Corey Hope Leaffer attended Brandeis from 2000-2004 where she founded the women’s literary magazine “Free Your Voice” and the Brandeis Labor Coalition, graduating with a degree in women’s studies and sociology. After winning the Giller-Sagan Prize for her thesis, “Teaching Brandeis to Transgress”, Corey spent time traveling as a member of the American Jewish World Service (AJWS) building schoolhouses in Ghana. Upon her return, Corey became a Jewish Organizing Initiative Fellow and lead the North Shore Labor Council (a coalition of more than 50 local unions) as Director for two years. Corey now works as the coordinator of Hospital New Organizing for 1199SEIU United Healthcare Workers East in Massachusetts, where she recently led the largest hospital organizing campaign in Boston history, organizing more than 2,500 workers at Caritas Christi Healthcare facilities in 2009 alone. She is also a lead facilitator at SEIU’s organizer training program, the WAVE, training hundreds of new organizers from across the country on basic union organizing techniques and currently sits on the executive board of The Women’s Institute for Leadership Development (WILD) and the New England Jewish Labor Committee. A native of Denver, Colorado, Corey resides in Jamaica Plain where she gardens and participates in sprint triathlons in her spare time.
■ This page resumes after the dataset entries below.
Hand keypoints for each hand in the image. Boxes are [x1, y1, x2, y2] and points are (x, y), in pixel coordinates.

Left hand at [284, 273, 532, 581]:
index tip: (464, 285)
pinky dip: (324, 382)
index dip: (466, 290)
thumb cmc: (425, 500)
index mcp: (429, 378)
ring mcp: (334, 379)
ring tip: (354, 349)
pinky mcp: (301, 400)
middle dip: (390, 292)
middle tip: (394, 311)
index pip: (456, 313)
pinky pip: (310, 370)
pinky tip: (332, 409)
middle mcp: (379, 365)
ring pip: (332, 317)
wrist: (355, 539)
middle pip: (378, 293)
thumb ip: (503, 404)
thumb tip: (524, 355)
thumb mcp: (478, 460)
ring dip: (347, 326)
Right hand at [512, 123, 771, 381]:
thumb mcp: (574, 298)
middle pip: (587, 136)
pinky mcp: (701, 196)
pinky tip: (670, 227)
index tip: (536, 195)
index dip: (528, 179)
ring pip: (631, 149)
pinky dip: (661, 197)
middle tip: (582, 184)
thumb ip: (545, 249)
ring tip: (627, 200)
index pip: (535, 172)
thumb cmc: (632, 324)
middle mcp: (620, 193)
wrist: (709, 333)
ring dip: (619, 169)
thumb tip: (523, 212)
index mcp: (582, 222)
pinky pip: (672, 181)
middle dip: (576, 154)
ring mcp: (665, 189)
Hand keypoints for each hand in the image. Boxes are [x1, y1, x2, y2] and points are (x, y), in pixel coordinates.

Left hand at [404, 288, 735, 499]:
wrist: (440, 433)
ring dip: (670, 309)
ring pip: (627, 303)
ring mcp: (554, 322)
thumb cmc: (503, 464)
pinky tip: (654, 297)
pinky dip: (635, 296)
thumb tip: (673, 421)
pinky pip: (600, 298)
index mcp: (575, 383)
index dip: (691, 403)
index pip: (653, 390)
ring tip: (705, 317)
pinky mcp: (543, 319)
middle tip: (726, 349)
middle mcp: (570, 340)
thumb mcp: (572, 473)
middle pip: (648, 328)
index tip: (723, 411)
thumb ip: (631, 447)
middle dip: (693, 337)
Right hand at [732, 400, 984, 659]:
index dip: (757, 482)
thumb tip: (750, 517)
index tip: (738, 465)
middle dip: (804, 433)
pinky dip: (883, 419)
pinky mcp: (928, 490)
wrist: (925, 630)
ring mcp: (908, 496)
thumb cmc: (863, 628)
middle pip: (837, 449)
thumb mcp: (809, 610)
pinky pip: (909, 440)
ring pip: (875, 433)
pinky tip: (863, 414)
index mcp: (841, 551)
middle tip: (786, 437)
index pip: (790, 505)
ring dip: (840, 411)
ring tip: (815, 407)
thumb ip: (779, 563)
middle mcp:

Andrew Slack ’02 was a Sociology major at Brandeis who served as a Coexistence Fellow in Northern Ireland, an acting conservatory in London, and participated in David Cunningham’s “Bus Class,” Possibilities for Change in American Communities. Andrew is the creator, co-founder, and executive director of the Harry Potter Alliance where he uses cutting edge new media platforms to educate and mobilize tens of thousands of Harry Potter fans around issues of social justice, personal empowerment, and civic engagement. With a growing network of 60 chapters, 40 volunteer staff, and whose message is syndicated to over one million people the Harry Potter Alliance has leveraged significant media coverage while achieving success on a multitude of issues including creating a coalition of 20 fan communities that raised over $123,000 for Haiti. A former member of the Brandeis-born comedy group the Late Night Players, Andrew has performed for thousands of college students across the US, produced, co-wrote, and co-starred in four videos that have been seen over 9 million times, has written for the LA Times, Huffington Post, In These Times, and appeared on Australia’s Today Show.